That information is available to those who are observing in court and there are laws preventing its publication. Court lists should be provided to people with notes on any reporting restrictions – either general reporting restrictions which apply – or those which have been ordered in relation to a specific case. It is up to individuals what they do with the information received and they can be held to account if they there is an allegation they have breached the law with subsequent actions.
I would like to see court lists, appropriately redacted for publication, made available to all online.
>The HMCTS legal staff will obviously know and understand the rules about providing full court lists
I don’t share that confidence, and I think my experience shows that at least in Cambridge Magistrates’ Court staff are not aware of the public’s rights to information.
I have received a number of comments on my proposed complaint.
One criticism is that it is not concise and specific. This is a fair and reasonable point and I have considered complaining only about the most concerning particular element, for example that when I requested details of the alleged offence for case 3 in court 3 that morning the response I got was the one word “fraud” when I expected to be provided with the full details of the alleged offence as I would have expected them to appear on the full court list.
I have decided not to limit my complaint in this way for a number of reasons. One is that I may be accused of omitting relevant context from my complaint, so I think it is best to present the entirety of what happened, another is I was seriously concerned about the attitude of the usher and the clerk’s comments so I think it is reasonable to include those in my complaint too.

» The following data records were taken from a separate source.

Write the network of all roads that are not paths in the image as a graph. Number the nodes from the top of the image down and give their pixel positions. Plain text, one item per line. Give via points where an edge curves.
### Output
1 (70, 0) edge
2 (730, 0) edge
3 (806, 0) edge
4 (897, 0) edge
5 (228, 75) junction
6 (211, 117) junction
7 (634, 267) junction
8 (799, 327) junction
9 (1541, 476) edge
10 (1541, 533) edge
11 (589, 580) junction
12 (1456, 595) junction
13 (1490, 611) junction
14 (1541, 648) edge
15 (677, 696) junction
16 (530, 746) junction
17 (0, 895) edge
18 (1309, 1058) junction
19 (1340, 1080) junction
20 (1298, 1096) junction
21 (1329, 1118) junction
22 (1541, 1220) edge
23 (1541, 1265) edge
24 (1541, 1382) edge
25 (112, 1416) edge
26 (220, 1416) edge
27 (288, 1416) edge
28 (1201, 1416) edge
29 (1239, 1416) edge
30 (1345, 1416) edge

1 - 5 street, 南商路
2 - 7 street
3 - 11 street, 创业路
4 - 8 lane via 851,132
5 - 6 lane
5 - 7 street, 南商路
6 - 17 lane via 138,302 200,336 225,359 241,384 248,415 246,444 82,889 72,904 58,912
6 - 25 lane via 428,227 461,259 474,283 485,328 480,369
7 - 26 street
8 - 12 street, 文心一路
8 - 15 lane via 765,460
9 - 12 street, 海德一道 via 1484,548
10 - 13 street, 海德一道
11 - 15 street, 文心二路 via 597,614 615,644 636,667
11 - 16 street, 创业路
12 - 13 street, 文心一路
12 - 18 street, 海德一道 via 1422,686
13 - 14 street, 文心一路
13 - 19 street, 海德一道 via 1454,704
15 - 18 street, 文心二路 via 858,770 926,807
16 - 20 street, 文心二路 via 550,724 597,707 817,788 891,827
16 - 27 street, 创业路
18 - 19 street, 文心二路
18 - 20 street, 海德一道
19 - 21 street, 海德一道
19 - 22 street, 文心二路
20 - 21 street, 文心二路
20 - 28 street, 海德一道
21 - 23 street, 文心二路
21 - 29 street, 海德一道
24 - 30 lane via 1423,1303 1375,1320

Another question raised is if this experience is the best one to raise a complaint in relation to, and if I should, for example, make a request in writing for a court listing information for a particular day and complain if it is refused. I have made such a request previously, and it was rejected. In that case I complained to the Information Commissioner on the grounds the material should have been released under the Freedom of Information Act. I think the ruling was wrong but was not prepared to expose myself to the risks of a costs award against me by appealing it to a tribunal.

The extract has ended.